● Exercise brief: Identify all lines in the listing that include the word "from", and copy them out.

● The data:
▬▬▬▬▬▬
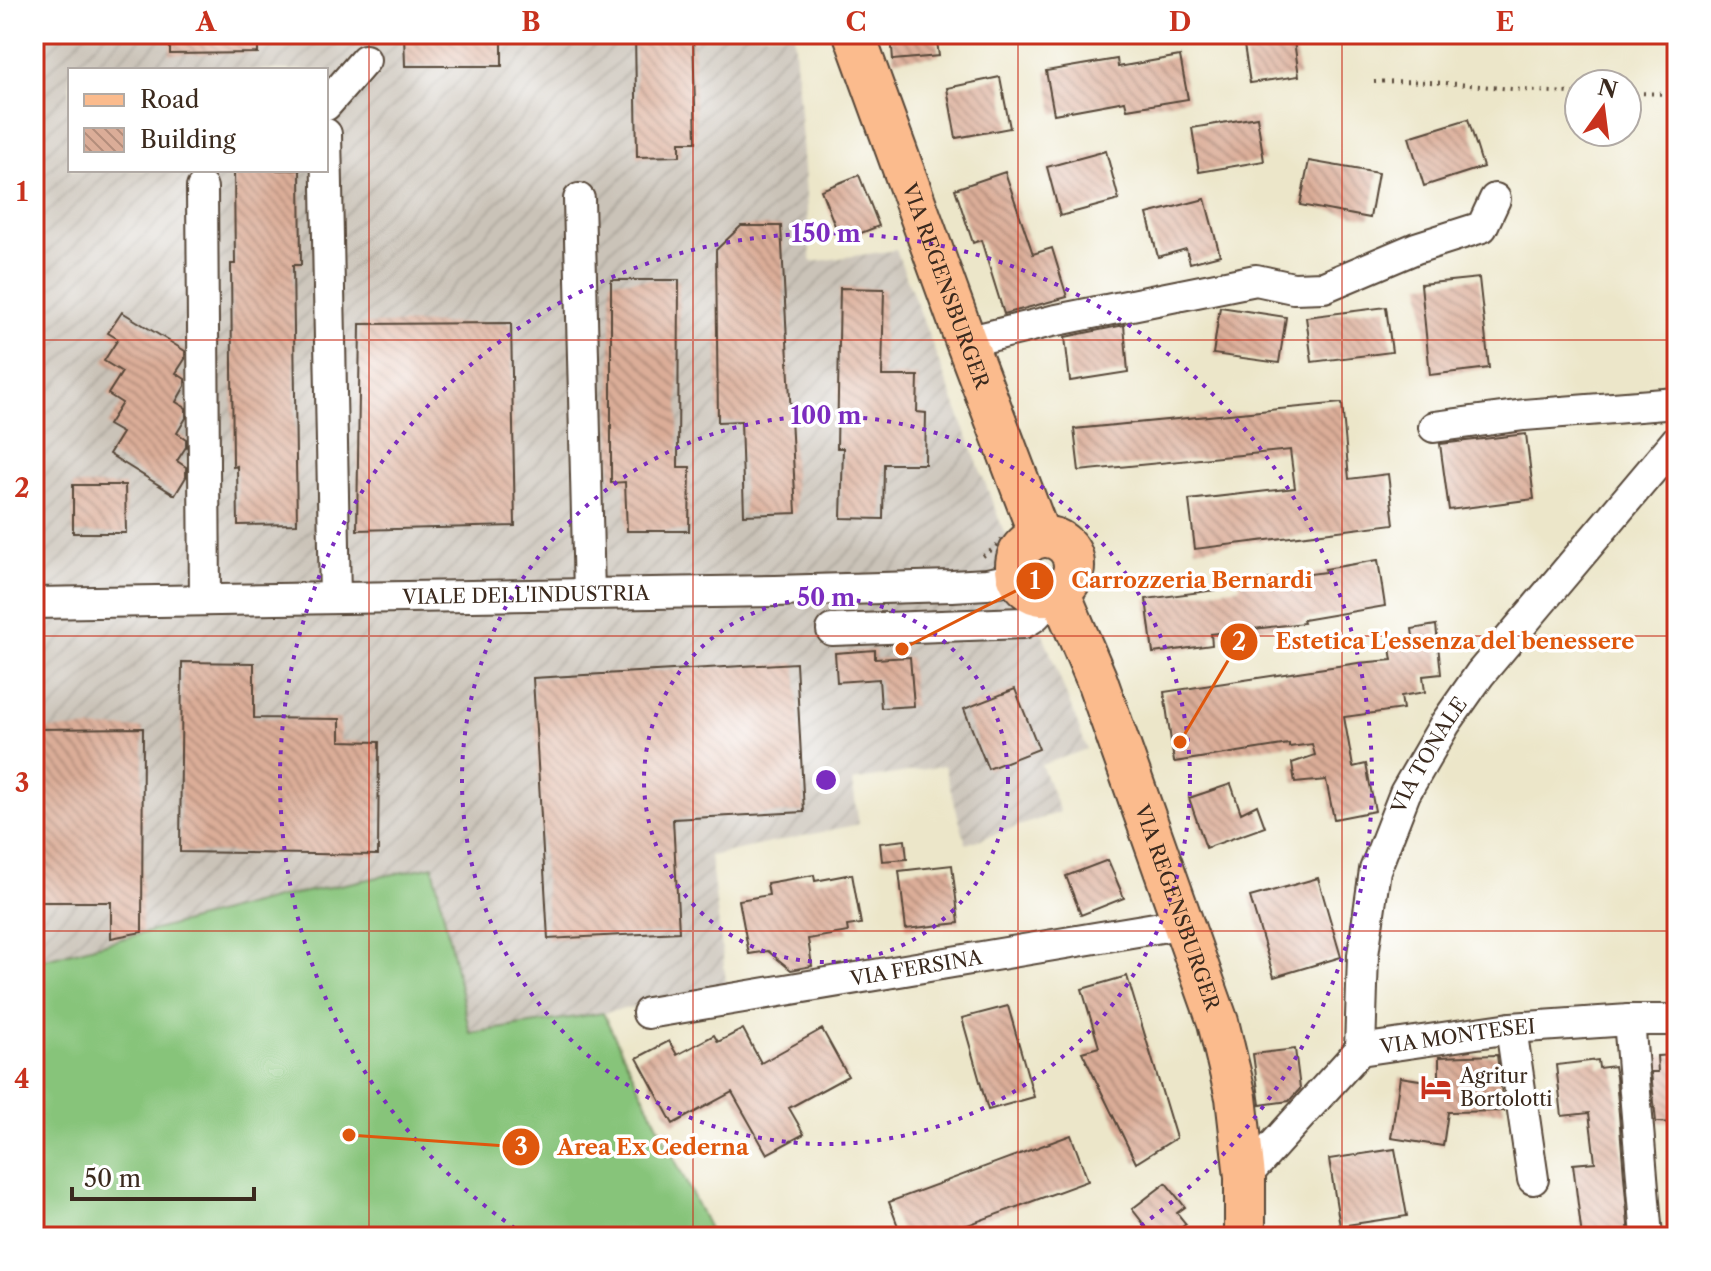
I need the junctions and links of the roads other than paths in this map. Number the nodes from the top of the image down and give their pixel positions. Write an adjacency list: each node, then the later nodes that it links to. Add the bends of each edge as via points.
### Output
1 (854, 34): 8 (main road, VIA REGENSBURGER)
2 (365, 60): 3 (street)
3 (328, 103)
4 (327, 172): 14 (street)
5 (202, 188): 15 (street)
6 (579, 199): 13 (street)
7 (1495, 199): 8 (street, via 1482,227 1324,287 1293,288 1256,280)
8 (966, 342): 12 (main road, VIA REGENSBURGER, via 1040,537 1018,554 1016,564)
9 (1677, 403): 10 (street)
10 (1434, 427)
11 (1677, 440): 23 (street, VIA TONALE, via 1480,674 1405,793 1375,870 1363,955)
12 (1040, 588): 13 (street, VIALE DELL'INDUSTRIA, via 987,584); 17 (street, via 1043,603 1036,617 1023,623); 18 (main road, VIA REGENSBURGER, via 1096,678)
13 (589, 594): 14 (street, VIALE DELL'INDUSTRIA)
14 (335, 598): 15 (street, VIALE DELL'INDUSTRIA)
15 (205, 600): 16 (street, VIALE DELL'INDUSTRIA)
16 (34, 603)
17 (832, 630)
18 (1185, 923): 19 (street, VIA FERSINA); 24 (main road, VIA REGENSBURGER, via 1236,1097)
19 (648, 1013)
20 (1629, 1020): 21 (street, VIA MONTESEI); 22 (street, VIA MONTESEI); 27 (street)
21 (1677, 1020)
22 (1511, 1028): 23 (street, VIA MONTESEI); 25 (street)
23 (1360, 1050): 24 (street, VIA MONTESEI)
24 (1245, 1177): 26 (main road, VIA REGENSBURGER)
25 (1533, 1179)
26 (1244, 1237)
27 (1647, 1237)

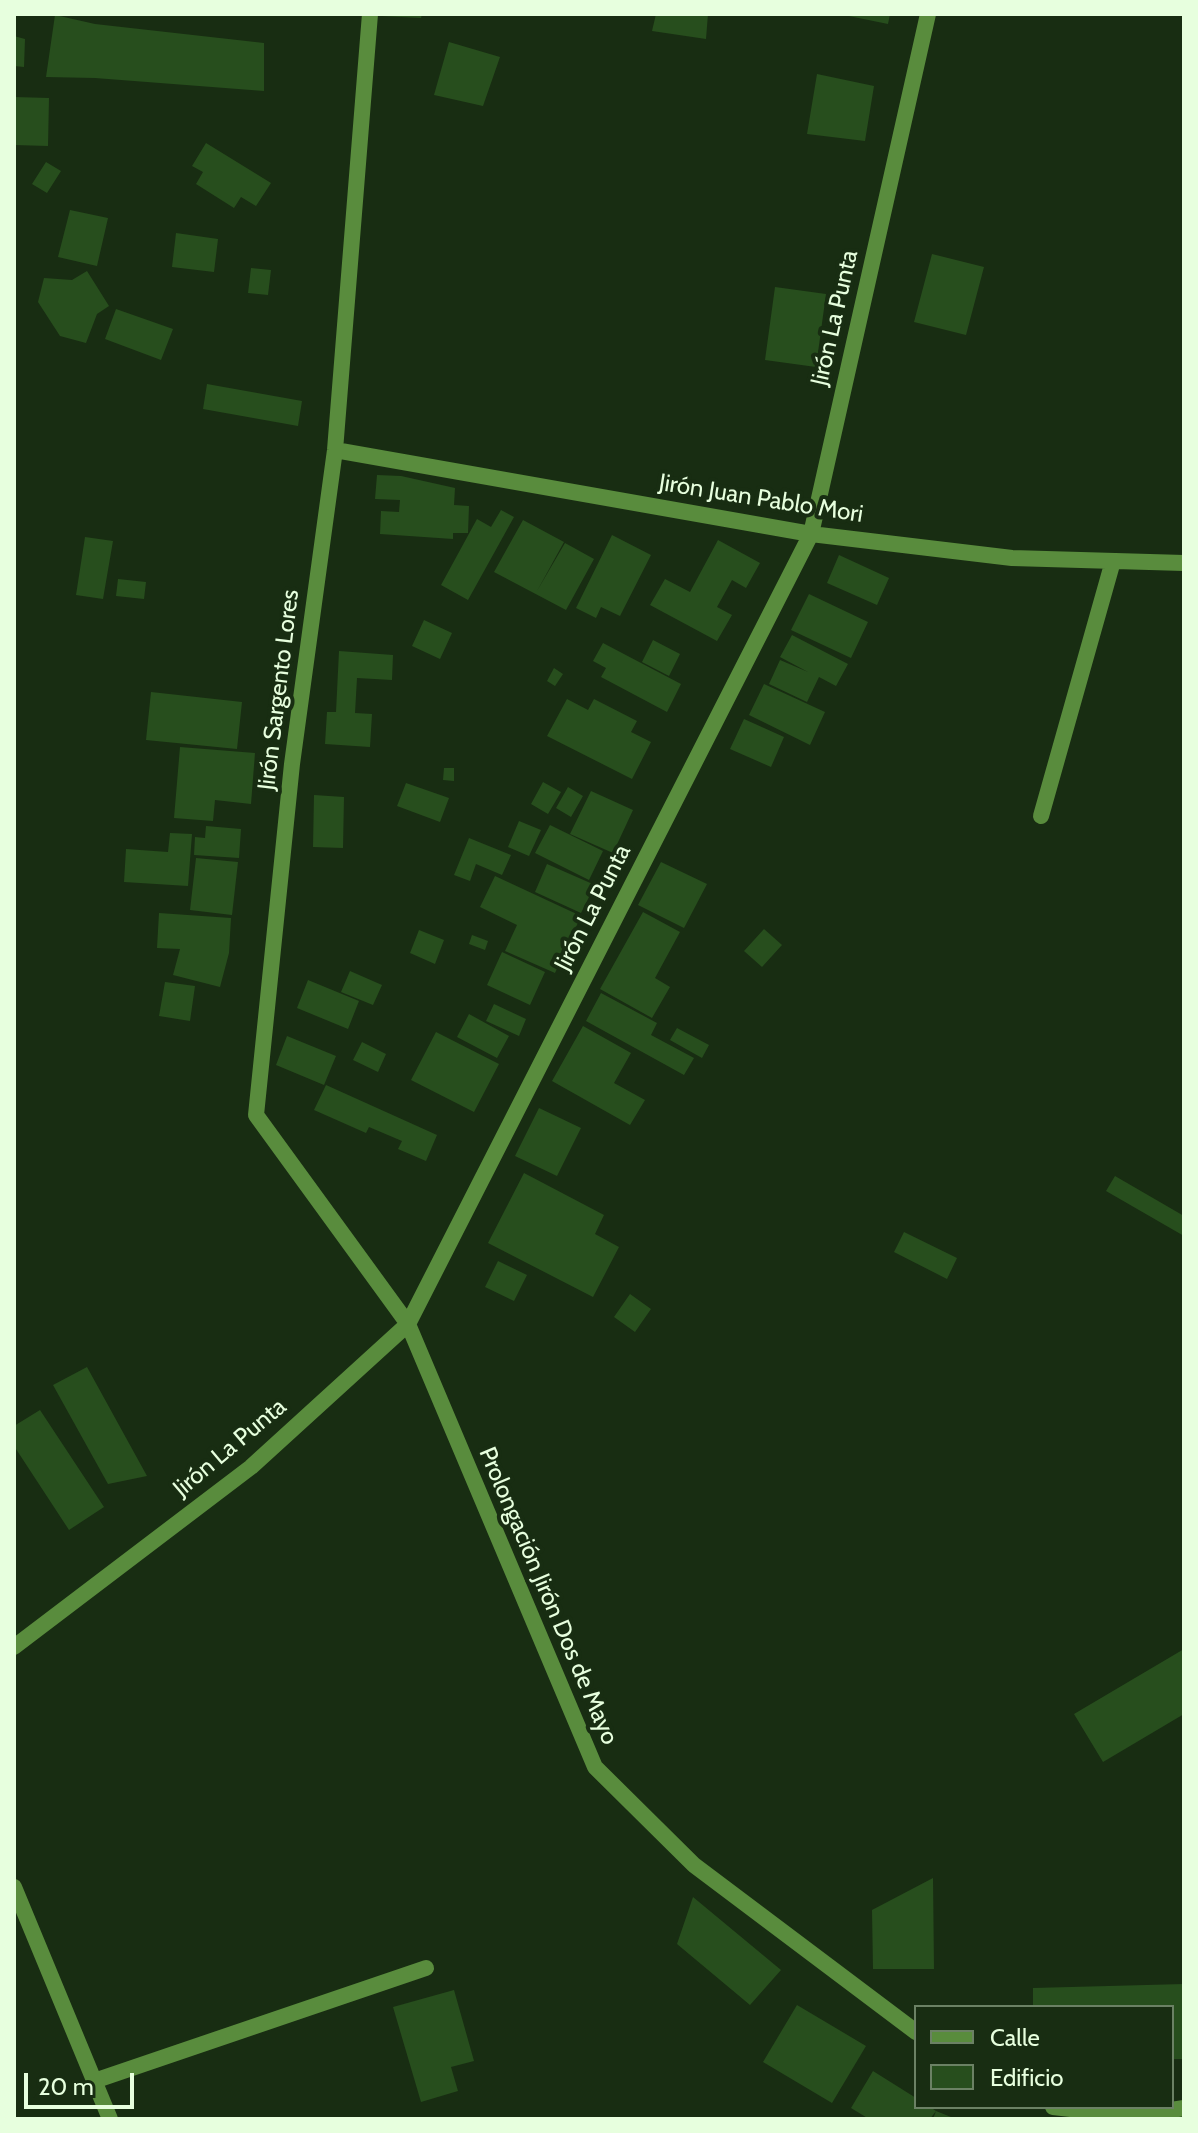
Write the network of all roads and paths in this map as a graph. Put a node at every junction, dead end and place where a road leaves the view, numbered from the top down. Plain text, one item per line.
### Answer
1 (370, 14) edge
2 (928, 14) edge
3 (335, 450) junction
4 (811, 534) junction
5 (1113, 561) junction
6 (1184, 563) edge
7 (1041, 816) dead end
8 (408, 1324) junction
9 (14, 1647) edge
10 (14, 1887) edge
11 (426, 1968) dead end
12 (914, 2030) edge
13 (94, 2081) junction
14 (1184, 2108) edge
15 (1058, 2112) edge
16 (110, 2119) edge

1 - 3 street, Jirón Sargento Lores
2 - 4 street, Jirón La Punta
3 - 4 street, Jirón Juan Pablo Mori
3 - 8 street, Jirón Sargento Lores
4 - 5 street, Jirón Juan Pablo Mori
4 - 8 street, Jirón La Punta
5 - 6 street, Jirón Juan Pablo Mori
5 - 7 street
8 - 9 street, Jirón La Punta
8 - 12 street, Prolongación Jirón Dos de Mayo
10 - 13 street
11 - 13 street
13 - 16 street
14 - 15 street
▬▬▬▬▬▬
● Result of this task:
I need the junctions and links of the roads other than paths in this map. Number the nodes from the top of the image down and give their pixel positions. Write an adjacency list: each node, then the later nodes that it links to. Add the bends of each edge as via points.
Write the network of all roads and paths in this map as a graph. Put a node at every junction, dead end and place where a road leaves the view, numbered from the top down. Plain text, one item per line.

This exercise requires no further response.